[Dataset records]
━━━━
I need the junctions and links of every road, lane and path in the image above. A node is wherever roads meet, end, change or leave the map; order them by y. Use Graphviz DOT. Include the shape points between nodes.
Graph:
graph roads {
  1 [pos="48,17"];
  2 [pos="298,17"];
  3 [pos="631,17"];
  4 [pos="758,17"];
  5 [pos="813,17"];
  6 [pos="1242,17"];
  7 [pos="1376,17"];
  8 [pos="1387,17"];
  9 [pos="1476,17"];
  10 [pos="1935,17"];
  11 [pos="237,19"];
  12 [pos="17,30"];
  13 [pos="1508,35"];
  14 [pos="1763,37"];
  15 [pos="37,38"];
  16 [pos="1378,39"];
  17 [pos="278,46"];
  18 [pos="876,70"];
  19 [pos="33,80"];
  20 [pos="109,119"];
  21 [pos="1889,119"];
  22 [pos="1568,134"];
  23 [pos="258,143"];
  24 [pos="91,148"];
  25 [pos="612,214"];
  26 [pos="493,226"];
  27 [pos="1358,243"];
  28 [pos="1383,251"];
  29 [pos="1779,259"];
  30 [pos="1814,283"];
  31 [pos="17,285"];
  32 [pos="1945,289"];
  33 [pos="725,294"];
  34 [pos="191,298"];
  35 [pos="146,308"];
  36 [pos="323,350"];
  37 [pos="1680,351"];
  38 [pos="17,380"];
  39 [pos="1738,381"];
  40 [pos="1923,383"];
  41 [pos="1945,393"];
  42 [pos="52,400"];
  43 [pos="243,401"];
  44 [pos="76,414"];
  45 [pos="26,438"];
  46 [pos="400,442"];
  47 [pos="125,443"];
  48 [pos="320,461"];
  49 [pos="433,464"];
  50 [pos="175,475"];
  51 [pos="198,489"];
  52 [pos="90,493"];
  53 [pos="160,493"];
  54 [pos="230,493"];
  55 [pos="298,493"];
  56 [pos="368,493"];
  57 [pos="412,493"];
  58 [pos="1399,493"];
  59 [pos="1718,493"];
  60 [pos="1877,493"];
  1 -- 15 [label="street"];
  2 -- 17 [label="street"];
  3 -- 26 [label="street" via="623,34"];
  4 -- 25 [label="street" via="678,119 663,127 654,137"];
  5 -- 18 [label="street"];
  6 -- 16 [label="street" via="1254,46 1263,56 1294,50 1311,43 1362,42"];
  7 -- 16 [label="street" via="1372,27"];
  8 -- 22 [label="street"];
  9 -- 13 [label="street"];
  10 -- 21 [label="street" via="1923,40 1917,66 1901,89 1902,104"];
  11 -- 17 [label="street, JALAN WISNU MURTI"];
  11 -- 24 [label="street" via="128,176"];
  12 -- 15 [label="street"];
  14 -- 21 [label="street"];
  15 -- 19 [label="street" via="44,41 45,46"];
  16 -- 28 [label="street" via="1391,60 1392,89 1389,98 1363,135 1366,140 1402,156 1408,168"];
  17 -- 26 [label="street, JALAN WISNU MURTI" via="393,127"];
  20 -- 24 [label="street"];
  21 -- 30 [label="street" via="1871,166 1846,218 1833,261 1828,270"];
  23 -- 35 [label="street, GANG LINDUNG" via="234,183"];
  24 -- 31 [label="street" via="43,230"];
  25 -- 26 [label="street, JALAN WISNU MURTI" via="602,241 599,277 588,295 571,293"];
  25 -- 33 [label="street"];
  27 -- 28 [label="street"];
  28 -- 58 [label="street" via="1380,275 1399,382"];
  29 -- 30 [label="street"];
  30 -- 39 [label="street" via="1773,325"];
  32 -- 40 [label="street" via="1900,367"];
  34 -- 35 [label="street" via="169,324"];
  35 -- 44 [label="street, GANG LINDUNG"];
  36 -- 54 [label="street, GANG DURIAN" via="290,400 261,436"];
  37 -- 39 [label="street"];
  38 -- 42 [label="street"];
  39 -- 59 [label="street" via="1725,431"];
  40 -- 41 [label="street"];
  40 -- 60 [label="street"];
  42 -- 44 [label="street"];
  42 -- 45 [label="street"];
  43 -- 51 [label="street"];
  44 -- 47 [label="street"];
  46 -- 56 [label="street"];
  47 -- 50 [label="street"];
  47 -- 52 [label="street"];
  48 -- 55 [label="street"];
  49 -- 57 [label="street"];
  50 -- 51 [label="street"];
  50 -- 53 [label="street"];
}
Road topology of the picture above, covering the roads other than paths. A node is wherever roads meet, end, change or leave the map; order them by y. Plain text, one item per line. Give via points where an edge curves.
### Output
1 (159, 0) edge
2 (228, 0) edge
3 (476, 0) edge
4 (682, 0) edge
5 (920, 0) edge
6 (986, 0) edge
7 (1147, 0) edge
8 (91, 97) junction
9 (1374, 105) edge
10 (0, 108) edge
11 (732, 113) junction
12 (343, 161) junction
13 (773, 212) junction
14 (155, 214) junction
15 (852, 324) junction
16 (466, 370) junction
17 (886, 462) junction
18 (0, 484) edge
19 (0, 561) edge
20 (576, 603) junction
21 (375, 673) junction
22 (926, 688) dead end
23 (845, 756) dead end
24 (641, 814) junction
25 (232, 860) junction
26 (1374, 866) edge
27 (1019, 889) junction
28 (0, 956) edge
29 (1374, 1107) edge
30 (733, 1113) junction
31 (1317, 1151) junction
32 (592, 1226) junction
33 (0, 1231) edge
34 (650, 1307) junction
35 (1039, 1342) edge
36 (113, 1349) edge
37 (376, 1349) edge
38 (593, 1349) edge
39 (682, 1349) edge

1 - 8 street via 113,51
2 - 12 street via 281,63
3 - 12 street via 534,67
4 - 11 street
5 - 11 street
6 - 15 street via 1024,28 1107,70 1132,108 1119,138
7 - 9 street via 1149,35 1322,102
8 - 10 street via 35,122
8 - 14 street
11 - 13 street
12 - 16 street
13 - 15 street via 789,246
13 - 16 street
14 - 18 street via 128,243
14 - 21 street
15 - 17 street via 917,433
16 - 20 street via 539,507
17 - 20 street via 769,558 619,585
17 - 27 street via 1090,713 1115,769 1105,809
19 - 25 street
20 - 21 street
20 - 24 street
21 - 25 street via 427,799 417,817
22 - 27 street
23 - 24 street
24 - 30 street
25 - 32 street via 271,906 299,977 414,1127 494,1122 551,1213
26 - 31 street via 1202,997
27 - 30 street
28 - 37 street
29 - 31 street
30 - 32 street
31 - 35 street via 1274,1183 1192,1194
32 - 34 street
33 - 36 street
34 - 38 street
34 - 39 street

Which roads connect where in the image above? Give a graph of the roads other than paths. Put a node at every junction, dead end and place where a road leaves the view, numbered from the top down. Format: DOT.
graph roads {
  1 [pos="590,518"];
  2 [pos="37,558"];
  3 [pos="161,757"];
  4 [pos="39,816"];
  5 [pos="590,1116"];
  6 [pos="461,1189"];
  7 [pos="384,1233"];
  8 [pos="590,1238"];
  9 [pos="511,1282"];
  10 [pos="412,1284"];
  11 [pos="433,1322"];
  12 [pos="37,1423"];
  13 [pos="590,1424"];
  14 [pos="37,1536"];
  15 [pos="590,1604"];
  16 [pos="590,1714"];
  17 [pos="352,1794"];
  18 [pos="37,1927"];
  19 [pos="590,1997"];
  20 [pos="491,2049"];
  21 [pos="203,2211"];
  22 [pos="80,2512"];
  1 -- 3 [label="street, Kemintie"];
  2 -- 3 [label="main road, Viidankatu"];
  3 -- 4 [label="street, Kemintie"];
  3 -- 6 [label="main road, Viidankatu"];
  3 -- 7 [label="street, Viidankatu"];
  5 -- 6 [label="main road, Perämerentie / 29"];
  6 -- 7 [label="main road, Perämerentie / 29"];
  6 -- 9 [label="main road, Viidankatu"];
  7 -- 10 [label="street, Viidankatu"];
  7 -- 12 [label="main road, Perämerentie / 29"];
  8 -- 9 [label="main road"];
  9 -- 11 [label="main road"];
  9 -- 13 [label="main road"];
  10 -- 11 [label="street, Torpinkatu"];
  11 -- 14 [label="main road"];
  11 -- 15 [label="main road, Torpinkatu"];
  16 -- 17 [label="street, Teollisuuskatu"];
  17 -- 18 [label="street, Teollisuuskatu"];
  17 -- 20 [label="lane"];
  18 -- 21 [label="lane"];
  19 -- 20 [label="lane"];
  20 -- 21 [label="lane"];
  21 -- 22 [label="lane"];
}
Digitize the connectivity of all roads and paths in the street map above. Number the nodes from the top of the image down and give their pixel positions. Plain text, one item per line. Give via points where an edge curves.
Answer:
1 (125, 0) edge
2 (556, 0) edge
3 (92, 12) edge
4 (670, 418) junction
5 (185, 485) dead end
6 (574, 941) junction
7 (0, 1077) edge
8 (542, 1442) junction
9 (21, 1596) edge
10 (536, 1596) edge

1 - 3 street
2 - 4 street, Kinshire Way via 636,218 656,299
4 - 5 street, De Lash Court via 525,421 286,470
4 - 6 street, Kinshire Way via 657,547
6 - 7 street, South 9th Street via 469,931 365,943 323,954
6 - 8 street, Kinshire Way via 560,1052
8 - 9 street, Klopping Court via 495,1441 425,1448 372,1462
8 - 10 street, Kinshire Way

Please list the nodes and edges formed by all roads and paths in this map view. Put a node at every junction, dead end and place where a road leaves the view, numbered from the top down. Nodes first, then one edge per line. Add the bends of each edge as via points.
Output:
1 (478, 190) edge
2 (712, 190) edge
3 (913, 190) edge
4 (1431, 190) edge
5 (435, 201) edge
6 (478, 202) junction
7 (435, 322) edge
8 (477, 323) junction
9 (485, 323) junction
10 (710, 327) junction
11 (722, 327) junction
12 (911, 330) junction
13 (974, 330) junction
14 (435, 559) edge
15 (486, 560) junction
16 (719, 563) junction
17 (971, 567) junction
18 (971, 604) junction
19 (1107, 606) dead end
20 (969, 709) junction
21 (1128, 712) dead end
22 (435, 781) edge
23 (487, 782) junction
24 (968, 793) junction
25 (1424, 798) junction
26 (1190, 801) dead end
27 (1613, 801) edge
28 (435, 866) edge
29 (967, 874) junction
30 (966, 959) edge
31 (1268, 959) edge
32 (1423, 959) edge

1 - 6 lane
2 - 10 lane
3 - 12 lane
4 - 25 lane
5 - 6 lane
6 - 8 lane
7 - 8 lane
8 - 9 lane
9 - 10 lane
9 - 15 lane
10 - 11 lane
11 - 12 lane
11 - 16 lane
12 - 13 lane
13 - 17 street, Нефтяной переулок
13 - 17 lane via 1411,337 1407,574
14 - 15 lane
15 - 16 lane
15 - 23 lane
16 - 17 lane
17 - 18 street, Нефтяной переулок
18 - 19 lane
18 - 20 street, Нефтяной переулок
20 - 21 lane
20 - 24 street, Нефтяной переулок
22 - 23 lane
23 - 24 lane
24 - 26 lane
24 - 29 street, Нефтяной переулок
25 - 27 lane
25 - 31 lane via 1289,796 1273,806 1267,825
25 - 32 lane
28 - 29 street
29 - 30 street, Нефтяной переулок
━━━━
**Work task**
Exactly how many lines of the records hold "JALAN"? Give the number without any words.

**Output for this exercise**
3